The general rule that they ought not expose customers to Internet ridicule is sound and necessary. Still, a part of me hopes that the degree of transparency brought by technology both keeps customers on better behavior and spares employees termination in instances when the behavior they expose is clearly indefensible. Maybe 10 years from now, Applebee’s suspends that waitress for a week rather than firing her. Better yet, maybe the customer of tomorrow thinks twice before scrawling entitled screeds on her receipt, and the whole thing is avoided.

I see where he’s coming from, but locate myself a bit to the other side of him, because I think mobs, digital and otherwise, are more to be feared and loathed than admired and encouraged.

Ah, since I started writing this post, I looked in to see if Conor had done a follow-up (the linked article appeared last week; I’ve had this unfinished post in my queue since then).

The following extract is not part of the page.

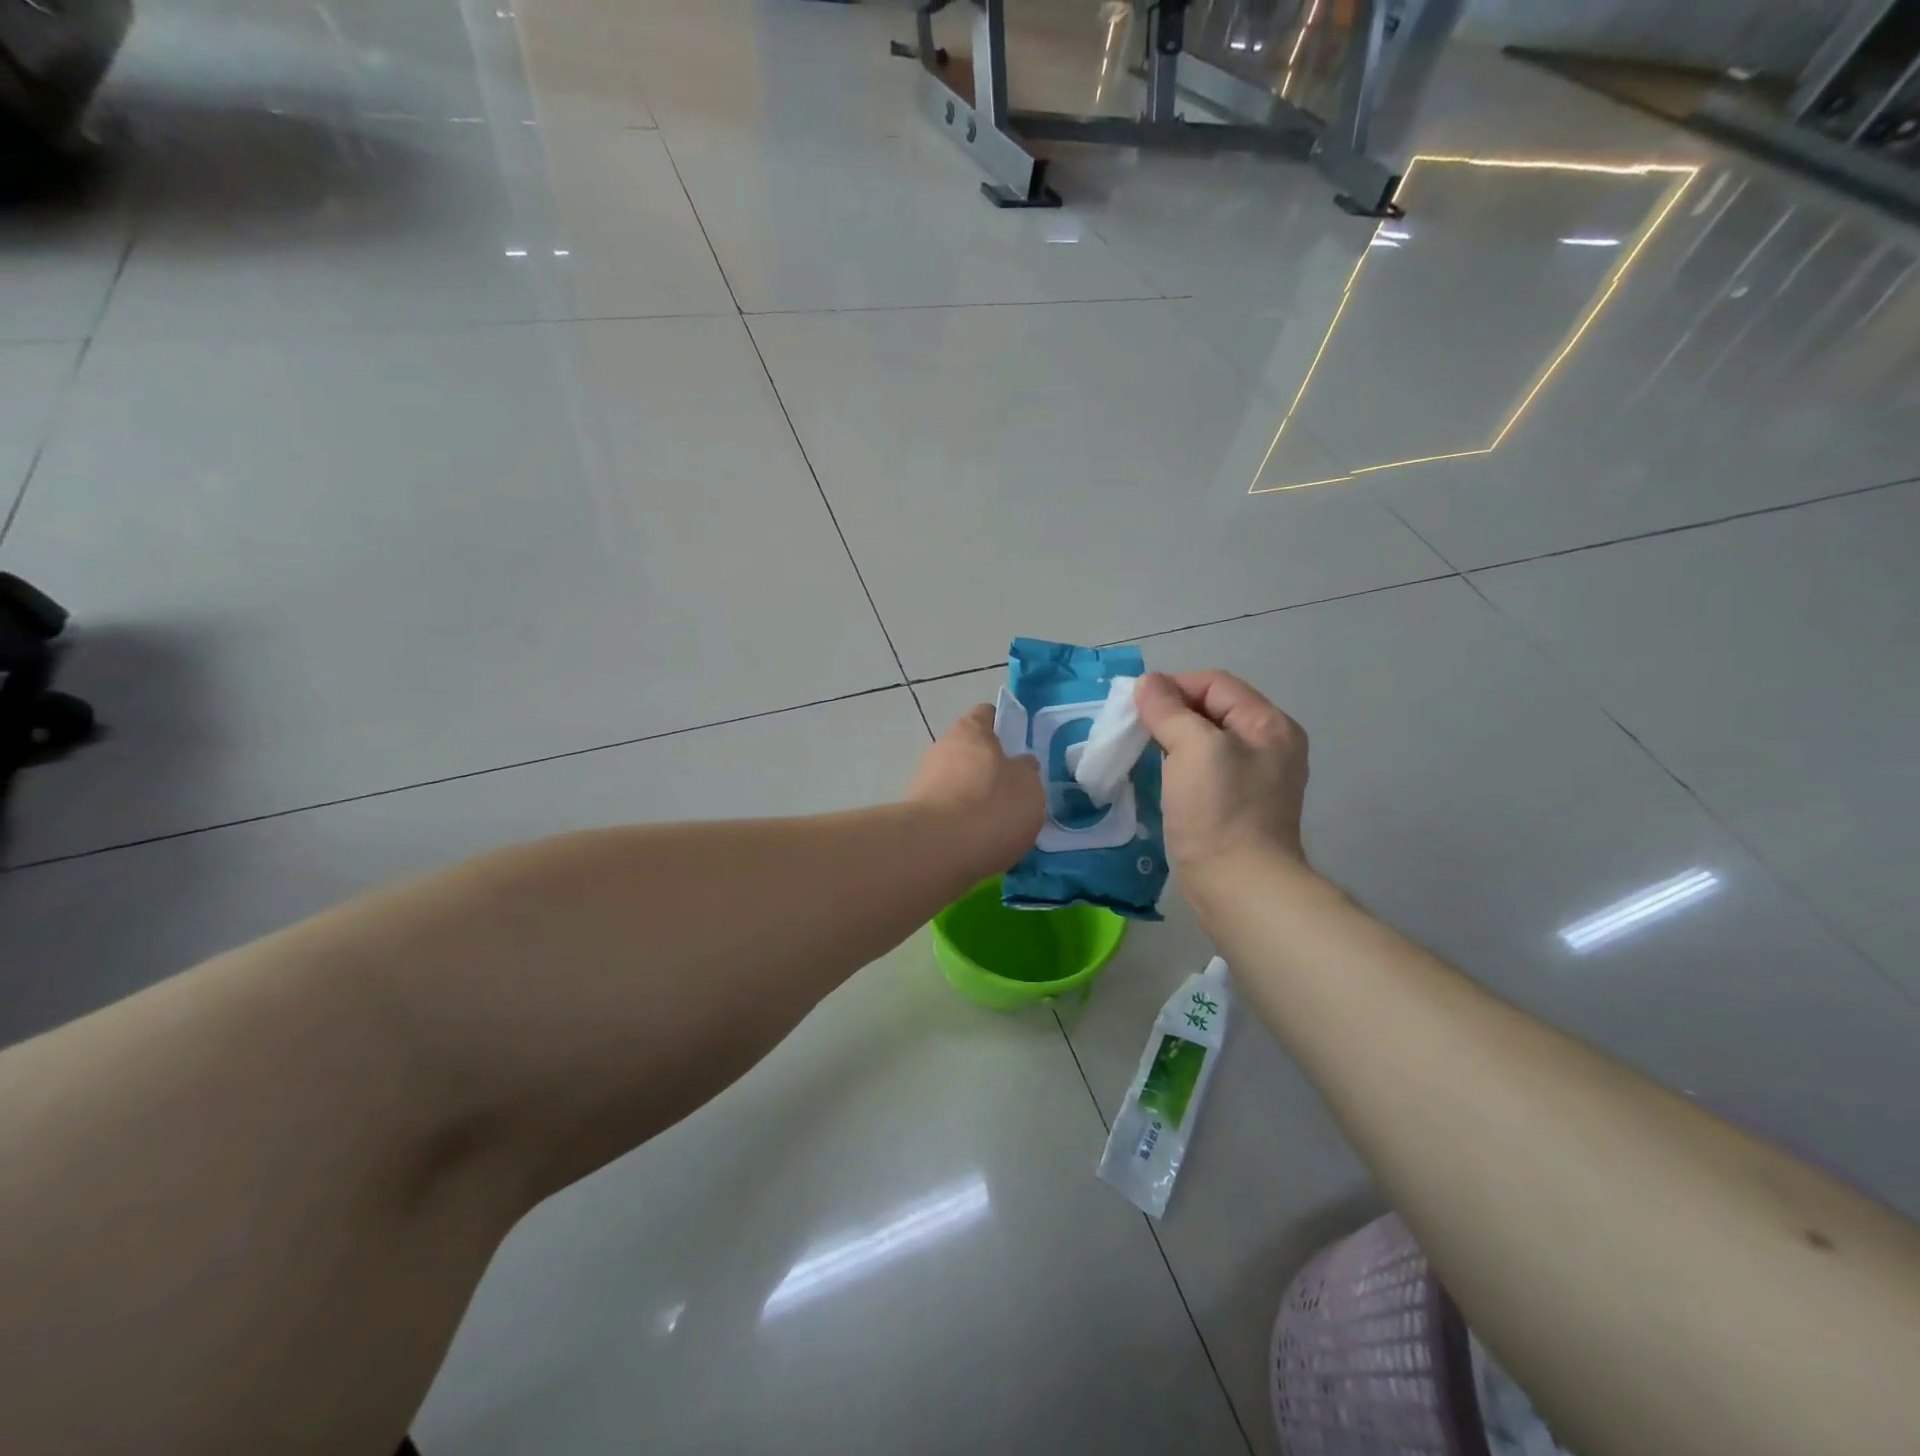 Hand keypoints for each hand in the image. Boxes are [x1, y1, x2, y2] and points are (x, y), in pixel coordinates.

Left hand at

Sure enough, he’s got one up today lamenting the mob-like behavior of the mob, which has gone berserk on Applebee’s. Conor says it’s going to end badly for service personnel. Excerpt:

The Internet often brings people together to do good. The Web helped stop SOPA. It brought us the “It Gets Better” campaign. People have come together for all sorts of worthy charitable causes. And there are all sorts of online challenges to corporate behavior that I would celebrate.

But the anti-Applebee’s rage is arbitrary and out of all proportion to the events that transpired, and that’s problematic for reasons that transcend unfairness to Applebee’s, a chain that could disappear tomorrow without me minding. The extraordinary anger being generated has more to do with the incident’s viralness than the magnitude of the company’s bad behavior. As a result, corporations across America aren’t thinking, “We’d better avoid perpetrating really bad behavior,” they’re thinking, “We’d better avoid any situation that involves our company getting viral publicity.”

It isn’t difficult to see where that leads.

Companies will increasingly fear unpredictable digital mobs, and they’ll respond by putting increasingly draconian restrictions on the ability of their employees to use social media. The “creative class” will mostly retain their ability to send Tweets, post to Instagram, and update Facebook. But folks who occupy lower rungs of the employment ladder and wield proportionately less influence will be forced to abide by rule books that err on the side of stifling employee freedom of expression to minimize the potential risk of any public relations nightmares.

This is one more reason why we can’t have nice things.